Patrick is a graduate student at McGill University whose work is primarily focused on brightest cluster galaxies, cosmological simulations, and data-driven approaches to astronomy. He works in Tracy Webb's galaxy evolution group at McGill and Laurence Perreault-Levasseur's group at the University of Montreal, which focuses on applying techniques from statistics and machine learning to solve problems in astrophysics. He is also a member of The Three Hundred collaboration, which studies properties of over 300 simulated galaxy clusters and their environment. His current work involves bridging the gap between simulations and observations, as well as automating the identification of brightest cluster galaxies for upcoming large surveys.

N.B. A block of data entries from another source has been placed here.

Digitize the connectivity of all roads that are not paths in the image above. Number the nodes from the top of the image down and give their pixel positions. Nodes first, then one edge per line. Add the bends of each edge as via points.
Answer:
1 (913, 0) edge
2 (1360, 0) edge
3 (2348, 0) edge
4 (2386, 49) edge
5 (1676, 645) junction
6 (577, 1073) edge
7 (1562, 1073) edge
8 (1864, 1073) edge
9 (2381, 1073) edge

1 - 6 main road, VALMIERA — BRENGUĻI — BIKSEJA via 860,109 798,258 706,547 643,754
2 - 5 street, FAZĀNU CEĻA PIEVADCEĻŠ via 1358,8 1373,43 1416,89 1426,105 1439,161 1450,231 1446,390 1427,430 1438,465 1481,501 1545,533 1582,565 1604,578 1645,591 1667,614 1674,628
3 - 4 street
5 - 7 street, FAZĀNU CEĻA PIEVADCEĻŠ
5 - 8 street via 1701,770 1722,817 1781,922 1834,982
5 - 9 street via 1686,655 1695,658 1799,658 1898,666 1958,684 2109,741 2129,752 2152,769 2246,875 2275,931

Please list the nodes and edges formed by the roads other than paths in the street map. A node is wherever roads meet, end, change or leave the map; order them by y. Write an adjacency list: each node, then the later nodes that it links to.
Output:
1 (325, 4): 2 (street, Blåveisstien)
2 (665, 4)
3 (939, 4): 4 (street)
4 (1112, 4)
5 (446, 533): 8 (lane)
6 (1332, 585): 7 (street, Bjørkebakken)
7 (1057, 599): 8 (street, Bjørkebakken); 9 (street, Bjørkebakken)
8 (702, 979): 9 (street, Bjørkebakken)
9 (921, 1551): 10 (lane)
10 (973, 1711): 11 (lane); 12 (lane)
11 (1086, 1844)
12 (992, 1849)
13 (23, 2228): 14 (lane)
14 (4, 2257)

Title: Accelerating the Identification of Brightest Cluster Galaxies with Neural Networks
Abstract: Brightest cluster galaxies (BCGs) lie deep within the largest gravitationally bound structures in existence. Though some cluster finding techniques identify the position of the BCG and use it as the cluster center, other techniques may not automatically include these coordinates. This can make identifying and studying BCGs in such surveys difficult, forcing researchers to either adopt oversimplified algorithms or to perform cumbersome visual identification. For large surveys, there is a need for a fast and reliable way of obtaining BCG coordinates. We propose machine learning to accomplish this task and train a neural network to identify positions of candidate BCGs given no more information than multiband photometric images. This network can be trained on either real observations or simulated ones. The latter can be generated from The Three Hundred project simulations with our recently released Python package, PyMGal. We find this technique to be a promising method to automate and accelerate the identification of BCGs in large datasets.